#### Task directions:
Down to the final character, output the records below as they stand.

====== Given data ======

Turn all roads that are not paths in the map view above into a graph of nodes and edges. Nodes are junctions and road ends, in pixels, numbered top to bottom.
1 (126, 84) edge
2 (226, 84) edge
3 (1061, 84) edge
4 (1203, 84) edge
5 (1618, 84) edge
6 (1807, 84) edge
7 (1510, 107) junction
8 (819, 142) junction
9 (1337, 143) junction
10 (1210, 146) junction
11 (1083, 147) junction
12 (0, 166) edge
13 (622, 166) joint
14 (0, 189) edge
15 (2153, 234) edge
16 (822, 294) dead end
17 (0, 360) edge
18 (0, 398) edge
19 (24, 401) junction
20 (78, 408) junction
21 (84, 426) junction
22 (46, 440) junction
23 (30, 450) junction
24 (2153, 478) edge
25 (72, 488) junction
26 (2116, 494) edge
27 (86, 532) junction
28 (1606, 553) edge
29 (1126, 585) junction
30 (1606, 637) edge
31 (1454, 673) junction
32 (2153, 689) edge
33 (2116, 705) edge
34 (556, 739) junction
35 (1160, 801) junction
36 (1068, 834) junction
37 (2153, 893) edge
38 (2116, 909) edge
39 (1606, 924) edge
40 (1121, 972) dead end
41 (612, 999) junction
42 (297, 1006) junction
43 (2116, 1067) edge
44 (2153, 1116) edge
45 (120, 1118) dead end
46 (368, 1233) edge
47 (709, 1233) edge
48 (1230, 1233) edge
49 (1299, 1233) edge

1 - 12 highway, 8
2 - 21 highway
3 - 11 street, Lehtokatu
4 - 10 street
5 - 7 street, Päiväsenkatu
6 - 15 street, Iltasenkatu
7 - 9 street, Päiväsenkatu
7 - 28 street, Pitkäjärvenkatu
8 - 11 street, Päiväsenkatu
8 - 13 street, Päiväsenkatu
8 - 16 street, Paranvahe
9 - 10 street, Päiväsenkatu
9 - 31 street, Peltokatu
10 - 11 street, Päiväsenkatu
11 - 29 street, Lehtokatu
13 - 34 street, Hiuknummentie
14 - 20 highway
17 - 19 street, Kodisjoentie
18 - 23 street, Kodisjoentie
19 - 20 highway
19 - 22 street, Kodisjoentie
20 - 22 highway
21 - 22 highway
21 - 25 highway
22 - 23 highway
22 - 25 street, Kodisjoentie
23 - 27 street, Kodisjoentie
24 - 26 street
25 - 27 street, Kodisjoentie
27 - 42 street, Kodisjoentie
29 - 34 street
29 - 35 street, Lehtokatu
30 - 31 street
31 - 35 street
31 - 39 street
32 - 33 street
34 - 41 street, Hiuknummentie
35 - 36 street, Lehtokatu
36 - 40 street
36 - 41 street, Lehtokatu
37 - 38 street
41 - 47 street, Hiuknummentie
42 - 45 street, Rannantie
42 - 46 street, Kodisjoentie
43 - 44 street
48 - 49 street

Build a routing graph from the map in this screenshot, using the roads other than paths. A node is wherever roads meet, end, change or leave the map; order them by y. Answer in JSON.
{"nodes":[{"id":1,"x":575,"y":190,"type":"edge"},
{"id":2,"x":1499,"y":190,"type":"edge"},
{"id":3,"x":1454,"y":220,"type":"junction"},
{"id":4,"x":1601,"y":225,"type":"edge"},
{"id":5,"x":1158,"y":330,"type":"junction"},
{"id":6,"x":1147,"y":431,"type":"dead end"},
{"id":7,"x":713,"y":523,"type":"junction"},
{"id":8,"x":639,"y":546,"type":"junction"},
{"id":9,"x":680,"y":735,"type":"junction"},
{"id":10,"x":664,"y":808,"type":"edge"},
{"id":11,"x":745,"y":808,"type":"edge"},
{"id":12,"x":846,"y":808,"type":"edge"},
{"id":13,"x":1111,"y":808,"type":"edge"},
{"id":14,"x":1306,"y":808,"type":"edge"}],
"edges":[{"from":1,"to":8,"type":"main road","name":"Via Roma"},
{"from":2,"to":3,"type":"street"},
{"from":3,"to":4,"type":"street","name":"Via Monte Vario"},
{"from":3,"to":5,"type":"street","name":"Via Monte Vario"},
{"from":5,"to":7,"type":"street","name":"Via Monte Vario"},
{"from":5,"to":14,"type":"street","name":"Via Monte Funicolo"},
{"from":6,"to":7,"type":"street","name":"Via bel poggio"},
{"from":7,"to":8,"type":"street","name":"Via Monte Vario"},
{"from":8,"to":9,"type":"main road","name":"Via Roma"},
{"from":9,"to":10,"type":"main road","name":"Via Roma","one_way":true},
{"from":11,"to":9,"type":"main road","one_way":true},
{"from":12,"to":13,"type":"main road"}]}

======

#### Answer to the problem:
Turn all roads that are not paths in the map view above into a graph of nodes and edges. Nodes are junctions and road ends, in pixels, numbered top to bottom.
1 (126, 84) edge
2 (226, 84) edge
3 (1061, 84) edge
4 (1203, 84) edge
5 (1618, 84) edge
6 (1807, 84) edge
7 (1510, 107) junction
8 (819, 142) junction
9 (1337, 143) junction
10 (1210, 146) junction
11 (1083, 147) junction
12 (0, 166) edge
13 (622, 166) joint
14 (0, 189) edge
15 (2153, 234) edge
16 (822, 294) dead end
17 (0, 360) edge
18 (0, 398) edge
19 (24, 401) junction
20 (78, 408) junction
21 (84, 426) junction
22 (46, 440) junction
23 (30, 450) junction
24 (2153, 478) edge
25 (72, 488) junction
26 (2116, 494) edge
27 (86, 532) junction
28 (1606, 553) edge
29 (1126, 585) junction
30 (1606, 637) edge
31 (1454, 673) junction
32 (2153, 689) edge
33 (2116, 705) edge
34 (556, 739) junction
35 (1160, 801) junction
36 (1068, 834) junction
37 (2153, 893) edge
38 (2116, 909) edge
39 (1606, 924) edge
40 (1121, 972) dead end
41 (612, 999) junction
42 (297, 1006) junction
43 (2116, 1067) edge
44 (2153, 1116) edge
45 (120, 1118) dead end
46 (368, 1233) edge
47 (709, 1233) edge
48 (1230, 1233) edge
49 (1299, 1233) edge

1 - 12 highway, 8
2 - 21 highway
3 - 11 street, Lehtokatu
4 - 10 street
5 - 7 street, Päiväsenkatu
6 - 15 street, Iltasenkatu
7 - 9 street, Päiväsenkatu
7 - 28 street, Pitkäjärvenkatu
8 - 11 street, Päiväsenkatu
8 - 13 street, Päiväsenkatu
8 - 16 street, Paranvahe
9 - 10 street, Päiväsenkatu
9 - 31 street, Peltokatu
10 - 11 street, Päiväsenkatu
11 - 29 street, Lehtokatu
13 - 34 street, Hiuknummentie
14 - 20 highway
17 - 19 street, Kodisjoentie
18 - 23 street, Kodisjoentie
19 - 20 highway
19 - 22 street, Kodisjoentie
20 - 22 highway
21 - 22 highway
21 - 25 highway
22 - 23 highway
22 - 25 street, Kodisjoentie
23 - 27 street, Kodisjoentie
24 - 26 street
25 - 27 street, Kodisjoentie
27 - 42 street, Kodisjoentie
29 - 34 street
29 - 35 street, Lehtokatu
30 - 31 street
31 - 35 street
31 - 39 street
32 - 33 street
34 - 41 street, Hiuknummentie
35 - 36 street, Lehtokatu
36 - 40 street
36 - 41 street, Lehtokatu
37 - 38 street
41 - 47 street, Hiuknummentie
42 - 45 street, Rannantie
42 - 46 street, Kodisjoentie
43 - 44 street
48 - 49 street

Build a routing graph from the map in this screenshot, using the roads other than paths. A node is wherever roads meet, end, change or leave the map; order them by y. Answer in JSON.
{"nodes":[{"id":1,"x":575,"y":190,"type":"edge"},
{"id":2,"x":1499,"y":190,"type":"edge"},
{"id":3,"x":1454,"y":220,"type":"junction"},
{"id":4,"x":1601,"y":225,"type":"edge"},
{"id":5,"x":1158,"y":330,"type":"junction"},
{"id":6,"x":1147,"y":431,"type":"dead end"},
{"id":7,"x":713,"y":523,"type":"junction"},
{"id":8,"x":639,"y":546,"type":"junction"},
{"id":9,"x":680,"y":735,"type":"junction"},
{"id":10,"x":664,"y":808,"type":"edge"},
{"id":11,"x":745,"y":808,"type":"edge"},
{"id":12,"x":846,"y":808,"type":"edge"},
{"id":13,"x":1111,"y":808,"type":"edge"},
{"id":14,"x":1306,"y":808,"type":"edge"}],
"edges":[{"from":1,"to":8,"type":"main road","name":"Via Roma"},
{"from":2,"to":3,"type":"street"},
{"from":3,"to":4,"type":"street","name":"Via Monte Vario"},
{"from":3,"to":5,"type":"street","name":"Via Monte Vario"},
{"from":5,"to":7,"type":"street","name":"Via Monte Vario"},
{"from":5,"to":14,"type":"street","name":"Via Monte Funicolo"},
{"from":6,"to":7,"type":"street","name":"Via bel poggio"},
{"from":7,"to":8,"type":"street","name":"Via Monte Vario"},
{"from":8,"to":9,"type":"main road","name":"Via Roma"},
{"from":9,"to":10,"type":"main road","name":"Via Roma","one_way":true},
{"from":11,"to":9,"type":"main road","one_way":true},
{"from":12,"to":13,"type":"main road"}]}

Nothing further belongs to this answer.